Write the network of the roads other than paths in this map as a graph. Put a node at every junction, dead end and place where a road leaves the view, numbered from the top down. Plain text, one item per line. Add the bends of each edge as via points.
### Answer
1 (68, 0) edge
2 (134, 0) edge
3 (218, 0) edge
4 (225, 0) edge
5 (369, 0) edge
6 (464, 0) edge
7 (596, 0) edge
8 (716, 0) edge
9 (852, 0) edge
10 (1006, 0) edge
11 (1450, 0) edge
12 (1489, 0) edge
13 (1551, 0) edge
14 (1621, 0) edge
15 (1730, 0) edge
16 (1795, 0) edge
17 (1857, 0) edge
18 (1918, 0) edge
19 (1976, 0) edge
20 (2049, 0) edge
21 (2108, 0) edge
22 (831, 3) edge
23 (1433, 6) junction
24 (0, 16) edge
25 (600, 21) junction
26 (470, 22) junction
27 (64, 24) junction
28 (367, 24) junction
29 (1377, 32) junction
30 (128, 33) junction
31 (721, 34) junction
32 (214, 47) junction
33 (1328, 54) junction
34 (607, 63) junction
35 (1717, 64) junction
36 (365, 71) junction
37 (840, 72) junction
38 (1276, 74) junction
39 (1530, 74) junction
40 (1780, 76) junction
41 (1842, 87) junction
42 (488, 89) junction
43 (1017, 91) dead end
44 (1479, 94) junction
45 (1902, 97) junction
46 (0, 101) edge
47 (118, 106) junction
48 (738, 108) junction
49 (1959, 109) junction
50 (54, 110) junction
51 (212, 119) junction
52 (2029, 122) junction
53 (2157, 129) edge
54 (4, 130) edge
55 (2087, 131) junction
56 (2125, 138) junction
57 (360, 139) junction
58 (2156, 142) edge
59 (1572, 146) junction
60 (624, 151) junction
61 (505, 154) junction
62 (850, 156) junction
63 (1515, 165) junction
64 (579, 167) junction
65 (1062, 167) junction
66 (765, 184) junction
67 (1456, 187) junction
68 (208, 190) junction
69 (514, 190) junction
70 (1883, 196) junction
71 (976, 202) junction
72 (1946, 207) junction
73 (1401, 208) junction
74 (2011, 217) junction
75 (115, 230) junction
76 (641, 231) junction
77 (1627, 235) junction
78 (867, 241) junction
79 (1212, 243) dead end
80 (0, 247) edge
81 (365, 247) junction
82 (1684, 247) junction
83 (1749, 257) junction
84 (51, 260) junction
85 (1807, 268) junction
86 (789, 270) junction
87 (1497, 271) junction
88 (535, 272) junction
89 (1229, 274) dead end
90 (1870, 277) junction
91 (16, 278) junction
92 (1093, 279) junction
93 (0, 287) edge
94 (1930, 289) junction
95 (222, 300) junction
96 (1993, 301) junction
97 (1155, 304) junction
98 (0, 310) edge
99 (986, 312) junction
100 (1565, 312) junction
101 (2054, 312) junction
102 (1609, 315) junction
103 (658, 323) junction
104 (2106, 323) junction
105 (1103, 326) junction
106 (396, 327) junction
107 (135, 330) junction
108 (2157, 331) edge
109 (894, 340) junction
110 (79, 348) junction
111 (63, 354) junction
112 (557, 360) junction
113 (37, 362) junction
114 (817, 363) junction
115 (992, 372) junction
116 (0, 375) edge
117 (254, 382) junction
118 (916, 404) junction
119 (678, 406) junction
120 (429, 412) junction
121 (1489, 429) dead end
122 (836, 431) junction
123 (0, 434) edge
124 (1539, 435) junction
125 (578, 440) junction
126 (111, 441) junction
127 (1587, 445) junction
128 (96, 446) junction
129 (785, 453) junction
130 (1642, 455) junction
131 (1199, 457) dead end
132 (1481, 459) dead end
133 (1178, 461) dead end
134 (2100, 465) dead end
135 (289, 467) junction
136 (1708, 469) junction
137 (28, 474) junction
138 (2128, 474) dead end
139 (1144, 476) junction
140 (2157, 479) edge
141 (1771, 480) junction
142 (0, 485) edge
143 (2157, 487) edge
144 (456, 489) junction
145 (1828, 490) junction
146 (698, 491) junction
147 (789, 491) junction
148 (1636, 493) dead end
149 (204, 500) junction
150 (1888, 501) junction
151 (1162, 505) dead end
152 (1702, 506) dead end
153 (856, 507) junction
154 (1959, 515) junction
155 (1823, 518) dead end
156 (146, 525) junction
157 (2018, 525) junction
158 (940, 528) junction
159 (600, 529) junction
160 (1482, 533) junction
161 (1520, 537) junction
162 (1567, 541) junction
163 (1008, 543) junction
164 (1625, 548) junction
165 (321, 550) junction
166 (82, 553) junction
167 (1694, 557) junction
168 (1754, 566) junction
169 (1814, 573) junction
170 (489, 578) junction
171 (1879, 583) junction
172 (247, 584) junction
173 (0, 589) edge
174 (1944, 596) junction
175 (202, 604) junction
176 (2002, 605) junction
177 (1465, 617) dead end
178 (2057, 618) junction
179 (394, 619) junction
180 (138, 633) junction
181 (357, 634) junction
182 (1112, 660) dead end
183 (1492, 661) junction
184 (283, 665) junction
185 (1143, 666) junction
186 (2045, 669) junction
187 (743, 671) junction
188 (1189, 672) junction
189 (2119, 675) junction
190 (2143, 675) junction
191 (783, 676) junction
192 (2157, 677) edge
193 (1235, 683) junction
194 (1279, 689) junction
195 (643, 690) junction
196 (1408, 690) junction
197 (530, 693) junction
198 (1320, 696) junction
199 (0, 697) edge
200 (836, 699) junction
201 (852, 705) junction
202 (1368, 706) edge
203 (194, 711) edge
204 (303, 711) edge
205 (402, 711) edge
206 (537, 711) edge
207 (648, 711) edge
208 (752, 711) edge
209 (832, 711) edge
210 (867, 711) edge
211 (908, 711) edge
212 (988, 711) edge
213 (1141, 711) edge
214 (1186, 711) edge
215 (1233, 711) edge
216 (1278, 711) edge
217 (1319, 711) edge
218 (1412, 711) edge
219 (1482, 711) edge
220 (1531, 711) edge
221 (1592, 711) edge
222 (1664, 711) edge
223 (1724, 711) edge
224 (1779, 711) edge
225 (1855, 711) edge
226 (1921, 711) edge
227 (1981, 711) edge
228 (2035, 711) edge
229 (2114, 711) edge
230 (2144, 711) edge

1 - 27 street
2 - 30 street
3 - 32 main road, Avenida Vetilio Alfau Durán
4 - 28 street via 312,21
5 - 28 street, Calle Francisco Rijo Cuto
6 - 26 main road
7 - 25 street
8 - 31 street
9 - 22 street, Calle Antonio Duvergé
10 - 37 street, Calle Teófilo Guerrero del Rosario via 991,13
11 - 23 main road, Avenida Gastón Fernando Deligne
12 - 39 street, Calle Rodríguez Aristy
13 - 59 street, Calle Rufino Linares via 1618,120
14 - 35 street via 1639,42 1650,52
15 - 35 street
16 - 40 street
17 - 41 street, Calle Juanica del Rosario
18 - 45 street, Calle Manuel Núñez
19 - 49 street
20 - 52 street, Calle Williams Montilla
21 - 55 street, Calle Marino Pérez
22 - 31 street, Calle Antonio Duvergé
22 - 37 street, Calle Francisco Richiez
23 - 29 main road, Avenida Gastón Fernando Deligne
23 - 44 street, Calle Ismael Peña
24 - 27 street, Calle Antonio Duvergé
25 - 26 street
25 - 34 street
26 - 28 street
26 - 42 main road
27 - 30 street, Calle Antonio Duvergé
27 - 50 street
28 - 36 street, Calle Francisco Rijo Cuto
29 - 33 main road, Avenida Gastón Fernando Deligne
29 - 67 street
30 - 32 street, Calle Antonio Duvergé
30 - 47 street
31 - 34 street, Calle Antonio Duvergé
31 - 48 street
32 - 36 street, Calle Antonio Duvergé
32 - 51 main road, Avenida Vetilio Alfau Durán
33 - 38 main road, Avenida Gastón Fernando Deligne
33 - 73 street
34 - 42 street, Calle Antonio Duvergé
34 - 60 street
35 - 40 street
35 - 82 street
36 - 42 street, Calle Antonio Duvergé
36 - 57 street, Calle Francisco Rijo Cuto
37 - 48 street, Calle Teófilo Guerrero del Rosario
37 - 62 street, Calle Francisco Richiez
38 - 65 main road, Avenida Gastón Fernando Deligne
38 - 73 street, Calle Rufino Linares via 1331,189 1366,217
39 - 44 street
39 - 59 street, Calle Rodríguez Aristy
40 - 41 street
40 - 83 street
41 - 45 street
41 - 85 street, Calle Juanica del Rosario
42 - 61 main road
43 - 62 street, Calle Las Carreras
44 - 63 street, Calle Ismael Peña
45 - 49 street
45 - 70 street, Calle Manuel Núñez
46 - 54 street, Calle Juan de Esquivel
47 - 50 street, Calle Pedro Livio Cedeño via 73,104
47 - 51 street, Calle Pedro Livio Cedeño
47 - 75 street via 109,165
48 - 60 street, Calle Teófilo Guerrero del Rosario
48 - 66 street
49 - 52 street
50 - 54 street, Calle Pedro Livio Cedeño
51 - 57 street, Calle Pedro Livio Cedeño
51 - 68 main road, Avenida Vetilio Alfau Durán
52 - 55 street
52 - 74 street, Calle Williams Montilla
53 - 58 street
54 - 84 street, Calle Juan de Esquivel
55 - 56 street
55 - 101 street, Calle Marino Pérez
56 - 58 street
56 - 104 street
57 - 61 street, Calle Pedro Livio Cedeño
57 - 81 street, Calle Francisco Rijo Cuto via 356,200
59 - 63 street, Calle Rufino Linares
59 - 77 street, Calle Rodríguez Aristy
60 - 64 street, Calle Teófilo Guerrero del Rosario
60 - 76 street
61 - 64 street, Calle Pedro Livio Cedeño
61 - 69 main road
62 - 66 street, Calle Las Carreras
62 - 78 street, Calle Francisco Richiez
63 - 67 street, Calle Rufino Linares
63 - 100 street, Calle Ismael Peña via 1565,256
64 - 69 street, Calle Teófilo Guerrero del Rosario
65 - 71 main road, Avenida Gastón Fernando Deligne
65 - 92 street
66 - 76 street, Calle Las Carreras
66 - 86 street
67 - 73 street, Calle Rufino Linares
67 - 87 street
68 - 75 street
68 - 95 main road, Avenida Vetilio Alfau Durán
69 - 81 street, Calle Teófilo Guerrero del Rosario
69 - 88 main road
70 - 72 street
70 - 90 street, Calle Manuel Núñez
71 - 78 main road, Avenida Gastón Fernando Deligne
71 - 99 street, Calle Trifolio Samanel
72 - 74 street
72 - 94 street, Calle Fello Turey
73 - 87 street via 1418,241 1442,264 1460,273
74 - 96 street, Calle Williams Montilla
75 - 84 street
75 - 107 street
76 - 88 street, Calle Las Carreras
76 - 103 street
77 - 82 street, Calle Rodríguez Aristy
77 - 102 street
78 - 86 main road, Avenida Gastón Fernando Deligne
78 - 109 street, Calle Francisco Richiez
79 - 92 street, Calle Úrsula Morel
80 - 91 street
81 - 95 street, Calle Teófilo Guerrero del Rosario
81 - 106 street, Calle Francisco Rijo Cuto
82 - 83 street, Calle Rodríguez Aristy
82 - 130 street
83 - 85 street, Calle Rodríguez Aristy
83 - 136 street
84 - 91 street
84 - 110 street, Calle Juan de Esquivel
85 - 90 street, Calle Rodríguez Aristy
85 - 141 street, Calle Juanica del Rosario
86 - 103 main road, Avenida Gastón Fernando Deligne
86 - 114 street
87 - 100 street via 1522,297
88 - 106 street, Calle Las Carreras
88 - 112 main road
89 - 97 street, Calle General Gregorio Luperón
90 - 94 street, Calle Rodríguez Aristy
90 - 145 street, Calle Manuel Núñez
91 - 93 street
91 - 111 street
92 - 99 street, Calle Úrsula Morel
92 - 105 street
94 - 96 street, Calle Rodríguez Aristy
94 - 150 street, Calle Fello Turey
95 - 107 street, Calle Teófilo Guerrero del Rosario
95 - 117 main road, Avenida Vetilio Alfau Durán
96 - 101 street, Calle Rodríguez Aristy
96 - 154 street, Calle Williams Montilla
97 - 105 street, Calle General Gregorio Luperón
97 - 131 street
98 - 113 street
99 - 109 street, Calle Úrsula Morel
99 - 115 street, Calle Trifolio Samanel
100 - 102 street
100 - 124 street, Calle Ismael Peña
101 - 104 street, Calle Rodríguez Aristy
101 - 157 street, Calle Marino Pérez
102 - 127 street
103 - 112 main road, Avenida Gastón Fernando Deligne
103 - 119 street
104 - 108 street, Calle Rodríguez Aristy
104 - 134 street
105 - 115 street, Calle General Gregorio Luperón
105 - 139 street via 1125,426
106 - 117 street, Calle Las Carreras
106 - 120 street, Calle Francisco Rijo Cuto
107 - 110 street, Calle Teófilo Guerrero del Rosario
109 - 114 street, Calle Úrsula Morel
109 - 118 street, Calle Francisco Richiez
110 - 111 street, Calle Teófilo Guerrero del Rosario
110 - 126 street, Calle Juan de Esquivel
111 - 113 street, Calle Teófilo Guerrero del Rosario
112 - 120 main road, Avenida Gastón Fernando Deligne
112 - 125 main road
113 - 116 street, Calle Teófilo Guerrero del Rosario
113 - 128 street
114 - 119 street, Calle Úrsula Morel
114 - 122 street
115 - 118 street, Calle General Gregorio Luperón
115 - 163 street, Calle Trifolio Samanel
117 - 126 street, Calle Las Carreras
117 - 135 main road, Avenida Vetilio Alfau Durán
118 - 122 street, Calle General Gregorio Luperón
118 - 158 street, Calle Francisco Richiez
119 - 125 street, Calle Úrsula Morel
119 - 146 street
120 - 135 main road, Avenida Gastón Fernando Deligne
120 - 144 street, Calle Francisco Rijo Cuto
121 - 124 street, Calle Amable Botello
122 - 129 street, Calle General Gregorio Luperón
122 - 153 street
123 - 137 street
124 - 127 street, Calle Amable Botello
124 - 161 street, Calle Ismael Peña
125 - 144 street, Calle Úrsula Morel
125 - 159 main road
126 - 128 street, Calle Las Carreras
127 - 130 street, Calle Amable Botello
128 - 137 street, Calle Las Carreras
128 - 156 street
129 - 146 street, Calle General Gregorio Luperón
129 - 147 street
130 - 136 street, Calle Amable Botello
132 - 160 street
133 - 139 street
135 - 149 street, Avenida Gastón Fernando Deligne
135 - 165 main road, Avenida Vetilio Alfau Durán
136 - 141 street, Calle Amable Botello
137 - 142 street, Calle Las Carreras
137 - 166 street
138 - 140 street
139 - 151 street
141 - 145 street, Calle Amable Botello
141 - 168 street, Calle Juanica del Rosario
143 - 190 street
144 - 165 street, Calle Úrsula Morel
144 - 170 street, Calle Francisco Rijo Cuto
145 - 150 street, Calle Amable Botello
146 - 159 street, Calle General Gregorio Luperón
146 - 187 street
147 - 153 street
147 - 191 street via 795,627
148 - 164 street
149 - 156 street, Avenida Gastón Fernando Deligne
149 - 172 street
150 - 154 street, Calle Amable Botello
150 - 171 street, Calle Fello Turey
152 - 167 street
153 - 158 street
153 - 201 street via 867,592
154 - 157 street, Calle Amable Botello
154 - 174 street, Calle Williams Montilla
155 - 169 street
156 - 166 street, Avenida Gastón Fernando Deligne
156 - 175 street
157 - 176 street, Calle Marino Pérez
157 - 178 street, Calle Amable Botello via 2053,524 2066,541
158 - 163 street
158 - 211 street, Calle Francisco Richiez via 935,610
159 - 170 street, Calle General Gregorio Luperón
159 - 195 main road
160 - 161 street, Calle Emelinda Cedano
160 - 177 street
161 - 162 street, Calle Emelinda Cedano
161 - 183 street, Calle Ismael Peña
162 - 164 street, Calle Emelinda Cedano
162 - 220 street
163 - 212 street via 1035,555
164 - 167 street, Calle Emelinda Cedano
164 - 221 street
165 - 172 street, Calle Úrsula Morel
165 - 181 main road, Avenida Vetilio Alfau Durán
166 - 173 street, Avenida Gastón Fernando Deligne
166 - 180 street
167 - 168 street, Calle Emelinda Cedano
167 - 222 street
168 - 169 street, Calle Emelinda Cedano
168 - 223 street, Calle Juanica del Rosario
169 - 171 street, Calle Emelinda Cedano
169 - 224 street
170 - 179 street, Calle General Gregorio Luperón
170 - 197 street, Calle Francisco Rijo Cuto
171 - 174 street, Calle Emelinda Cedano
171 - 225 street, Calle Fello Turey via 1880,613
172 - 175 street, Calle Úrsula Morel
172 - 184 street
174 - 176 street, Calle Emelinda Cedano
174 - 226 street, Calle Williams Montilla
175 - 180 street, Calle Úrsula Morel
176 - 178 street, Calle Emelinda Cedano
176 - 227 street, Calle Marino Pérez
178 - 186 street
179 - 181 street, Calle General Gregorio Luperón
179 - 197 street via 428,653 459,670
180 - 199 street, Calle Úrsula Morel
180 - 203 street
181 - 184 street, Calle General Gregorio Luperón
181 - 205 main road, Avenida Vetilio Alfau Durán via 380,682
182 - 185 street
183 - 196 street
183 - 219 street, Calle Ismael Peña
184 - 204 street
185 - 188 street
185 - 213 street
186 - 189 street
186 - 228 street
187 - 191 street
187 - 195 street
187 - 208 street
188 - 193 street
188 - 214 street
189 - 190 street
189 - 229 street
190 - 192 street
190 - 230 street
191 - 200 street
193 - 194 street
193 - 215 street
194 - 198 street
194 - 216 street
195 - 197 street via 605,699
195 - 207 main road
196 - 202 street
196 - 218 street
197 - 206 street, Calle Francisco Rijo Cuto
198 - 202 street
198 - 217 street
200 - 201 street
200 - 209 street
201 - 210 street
**********
Please return a copy of each line in the entries that has the string "Turey".

72 - 94 street, Calle Fello Turey
94 - 150 street, Calle Fello Turey
150 - 171 street, Calle Fello Turey
171 - 225 street, Calle Fello Turey via 1880,613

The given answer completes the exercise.